I don't think I will get to 100 this year - it will be the first time in several years. Too much time trying to distract myself from various problems by scrolling social media. That needs to change.
Eine I laughed at your review of Fleischmann Is In Trouble. That was more or less my view. Such tedious people with tedious problems.
83 Names for the Sea by Sarah Moss
I think I have read this before but couldn’t remember most of it. Family relocates to Iceland for a year just after the 2007 crash and attempt to navigate its oddities (lack of a second-hand market for furniture, food is expensive and not great, terrible driving conditions, awful weather – think that sums it up). I don’t want to be mean. I love Moss’s novels and this was very well done. I got a bit bored by the forays into history or her encounters with quirky locals but on the whole would recommend this.
84 The Ministry for the Future by Kim Stanley Robinson
I believe this is from the genre now known as “cli-fi”. Essentially, using science to make sense of what a future affected by climate change would look like. Only about 50% of this was a novel – the rest was a series of musings or short essays on a really wide range of topics from blockchain as a tool for delivering carbon reduction and social equality to wildlife corridors and glaciation, although they were all placed in ways that made sense of the narrative and built upon each other. There was a lot going on and it wasn’t entirely successful in holding my attention as a novel but as a somewhat hopeful vision of the future it was gripping. In fact, there’s at least one idea in there that we’ve often kicked around at work as a possible solution to one dimension of the climate crisis so it’s not particularly farfetched in many places. And it is a brilliant exploration of systems and contributing factors to climate change – from the role of the financial markets to environmental tipping points. I think this will probably go down as one of my books of the year. I’d absolutely recommend for anyone who wants to learn more about climate change in a digestible non-academic way and who wants to believe there is a scrap of hope for our future as humans (which I have to say, most of the time I find hard to locate).
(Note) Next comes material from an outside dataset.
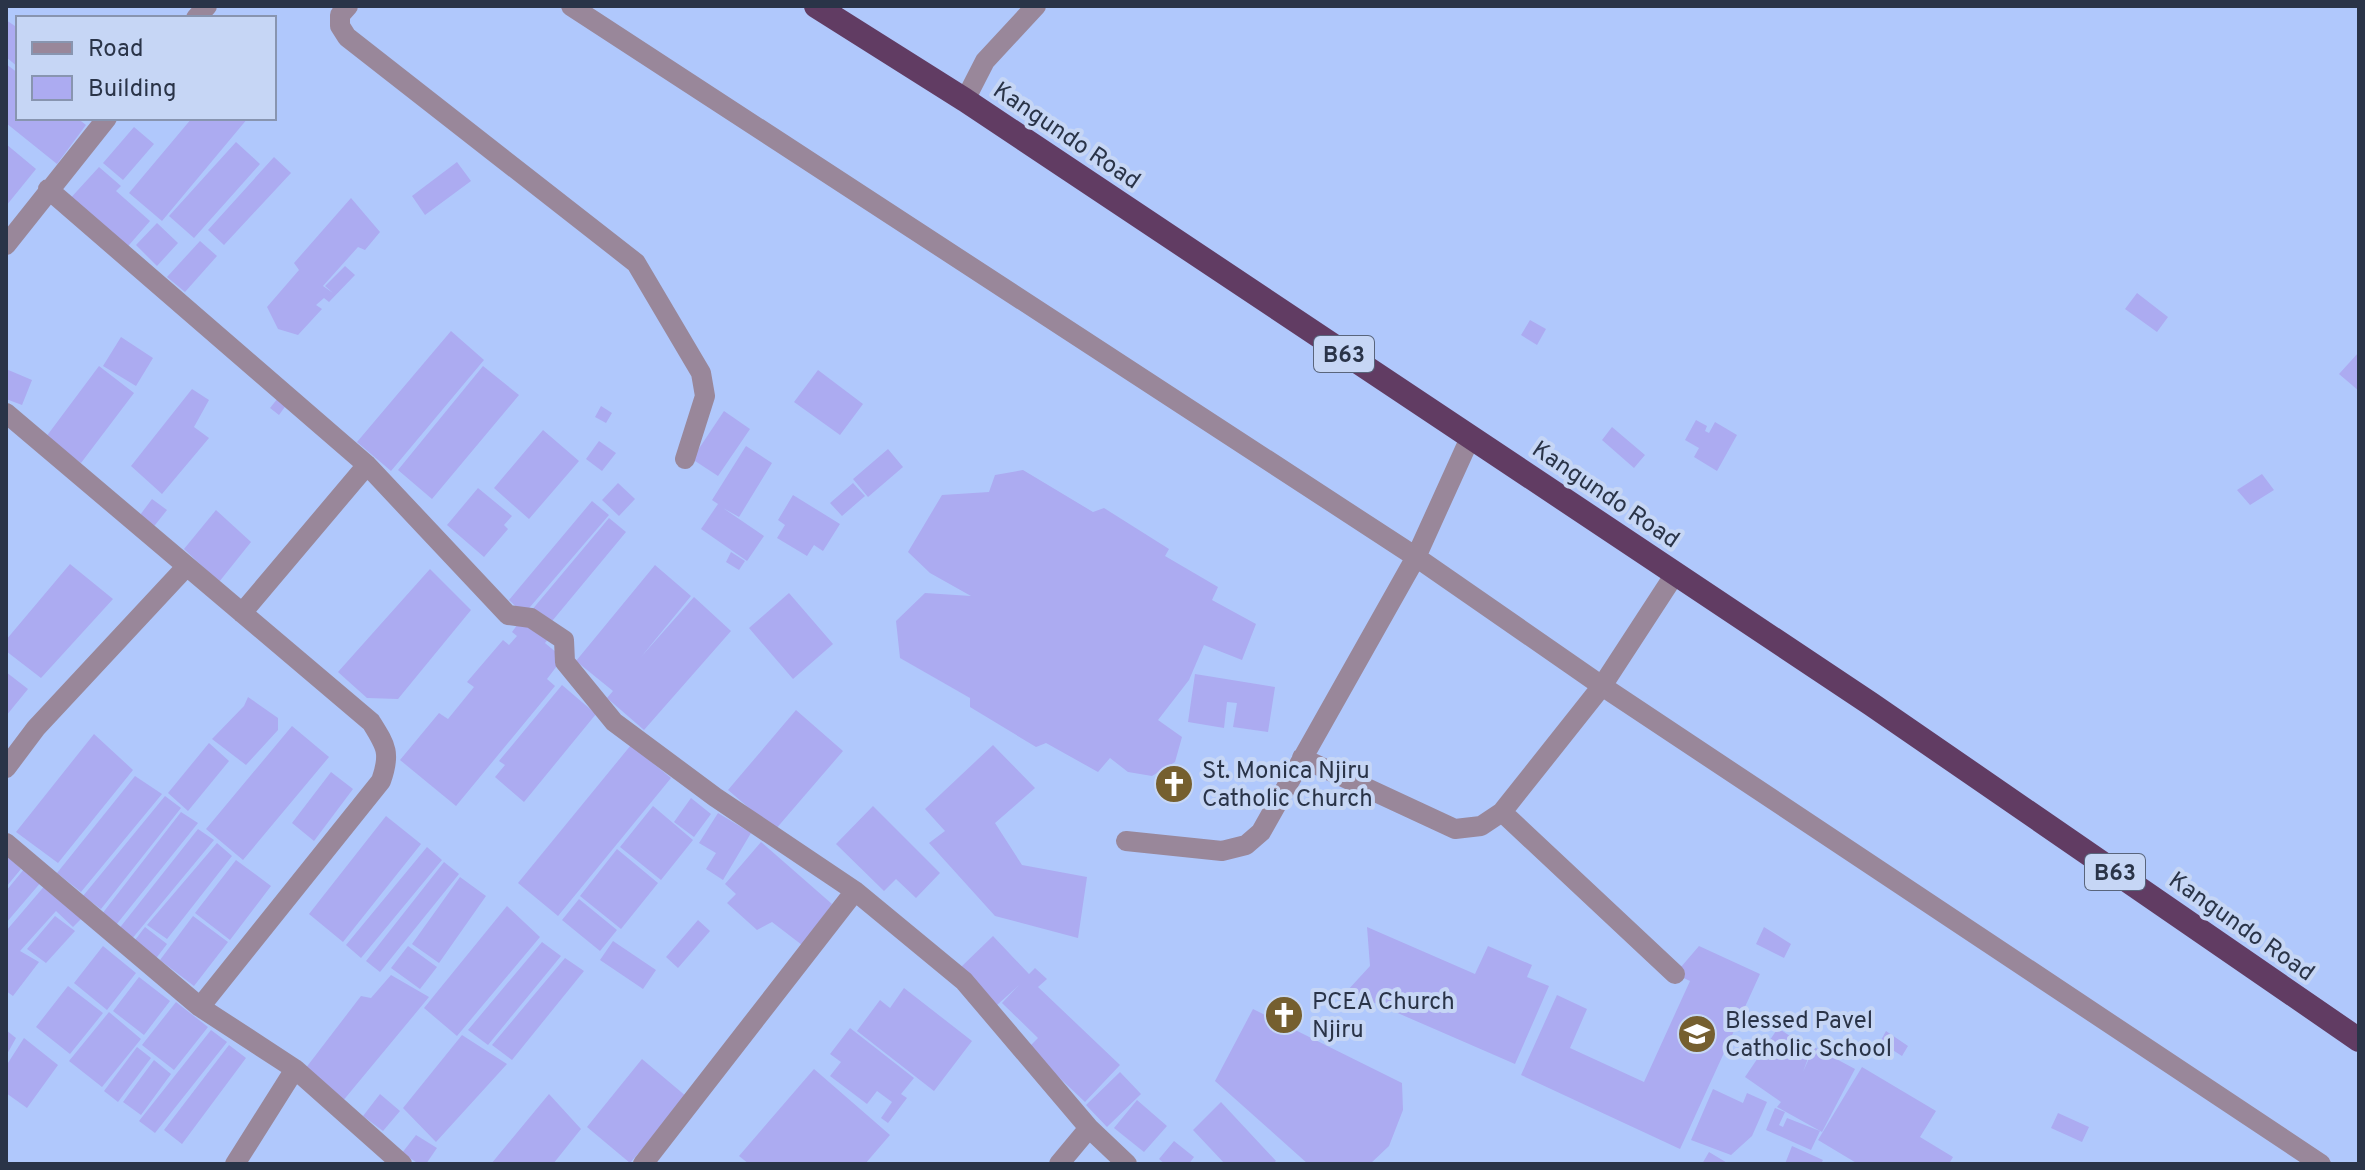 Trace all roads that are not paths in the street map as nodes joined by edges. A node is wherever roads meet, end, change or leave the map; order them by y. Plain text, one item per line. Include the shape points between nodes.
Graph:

85 The Silent Corner by Dean Koontz
I thought Dean Koontz wrote Stephen King-style horror. For the first 75% of this book, I thought I must be wrong and he was actually a slightly more creative Lee Child type writer (don’t get me wrong, I love a Jack Reacher novel but they are on the formulaic end of the spectrum). Then by the final stretch, I realised there was more of a Stephen King element then I had appreciated at the start and that the plot wasn’t all going to wrapped up neatly in this book and I’d have to read at least the next one in the series if not a few more. So that was a lot of readjustment needed in the course of a relatively short book.
It is hard not to compare the protagonist (Jane Hawk, FBI agent on leave from the Bureau following her husband’s suicide) with Jack Reacher because they are both smart, focused on taking down baddies, stunningly attractive to the opposite sex and able to flit across the US without leaving much of a trace. Hawk has a slightly more developed emotional hinterland than Reacher though I felt that only came forward when the plot demanded it – it didn’t seem to affect her day to day decisions much.
Hawk is on the trail of a bunch of VERY BAD people who are doing VERY BAD things to VERY GOOD people. She makes extraordinary leaps of deduction and is lucky enough to come into contact with some VERY HELPFUL people who are the difference between success and failure on her quest, plus a lock picking device which is mentioned so many times I assume Koontz gets commission from the manufacturers. This is all a bit odd and I have lots of unanswered questions but it was sufficiently diverting from my general angst and woes that I will certainly read the next one, if not the ones after that.